• [Action item]: For the material that follows, list every line containing the word "dead".

• [Given records]:
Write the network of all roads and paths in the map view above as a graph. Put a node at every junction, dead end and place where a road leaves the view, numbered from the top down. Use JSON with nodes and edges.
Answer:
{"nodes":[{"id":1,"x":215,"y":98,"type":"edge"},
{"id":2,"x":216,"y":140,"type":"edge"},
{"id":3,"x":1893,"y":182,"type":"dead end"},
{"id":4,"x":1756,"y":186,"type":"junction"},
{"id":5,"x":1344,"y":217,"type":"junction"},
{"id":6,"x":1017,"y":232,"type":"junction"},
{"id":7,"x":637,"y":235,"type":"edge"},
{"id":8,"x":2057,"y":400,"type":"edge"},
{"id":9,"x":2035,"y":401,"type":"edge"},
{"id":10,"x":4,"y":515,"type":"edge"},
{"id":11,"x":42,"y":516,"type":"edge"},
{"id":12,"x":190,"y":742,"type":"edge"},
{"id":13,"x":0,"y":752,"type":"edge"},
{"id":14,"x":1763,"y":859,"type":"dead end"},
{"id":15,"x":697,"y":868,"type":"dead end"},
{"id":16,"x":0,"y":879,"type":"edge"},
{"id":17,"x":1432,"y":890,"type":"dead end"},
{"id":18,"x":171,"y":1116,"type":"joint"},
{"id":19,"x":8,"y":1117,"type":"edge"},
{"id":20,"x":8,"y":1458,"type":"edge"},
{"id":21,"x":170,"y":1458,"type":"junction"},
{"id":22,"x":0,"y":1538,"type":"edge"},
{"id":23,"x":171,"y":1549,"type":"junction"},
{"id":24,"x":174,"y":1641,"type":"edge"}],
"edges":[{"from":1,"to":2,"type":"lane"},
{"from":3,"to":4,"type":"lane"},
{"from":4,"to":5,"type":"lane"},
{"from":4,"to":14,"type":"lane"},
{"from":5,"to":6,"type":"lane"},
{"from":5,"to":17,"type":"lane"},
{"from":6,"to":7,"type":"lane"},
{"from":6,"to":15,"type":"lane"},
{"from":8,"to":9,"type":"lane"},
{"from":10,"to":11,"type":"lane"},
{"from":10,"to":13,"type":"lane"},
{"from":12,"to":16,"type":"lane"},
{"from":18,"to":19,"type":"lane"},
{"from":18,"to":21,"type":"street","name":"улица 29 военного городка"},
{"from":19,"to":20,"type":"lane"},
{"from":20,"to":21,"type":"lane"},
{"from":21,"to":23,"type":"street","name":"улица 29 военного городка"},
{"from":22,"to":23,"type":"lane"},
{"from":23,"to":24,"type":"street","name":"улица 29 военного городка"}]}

• [Output]:
Write the network of all roads and paths in the map view above as a graph. Put a node at every junction, dead end and place where a road leaves the view, numbered from the top down. Use JSON with nodes and edges.
{"id":3,"x":1893,"y":182,"type":"dead end"},
{"id":14,"x":1763,"y":859,"type":"dead end"},
{"id":15,"x":697,"y":868,"type":"dead end"},
{"id":17,"x":1432,"y":890,"type":"dead end"},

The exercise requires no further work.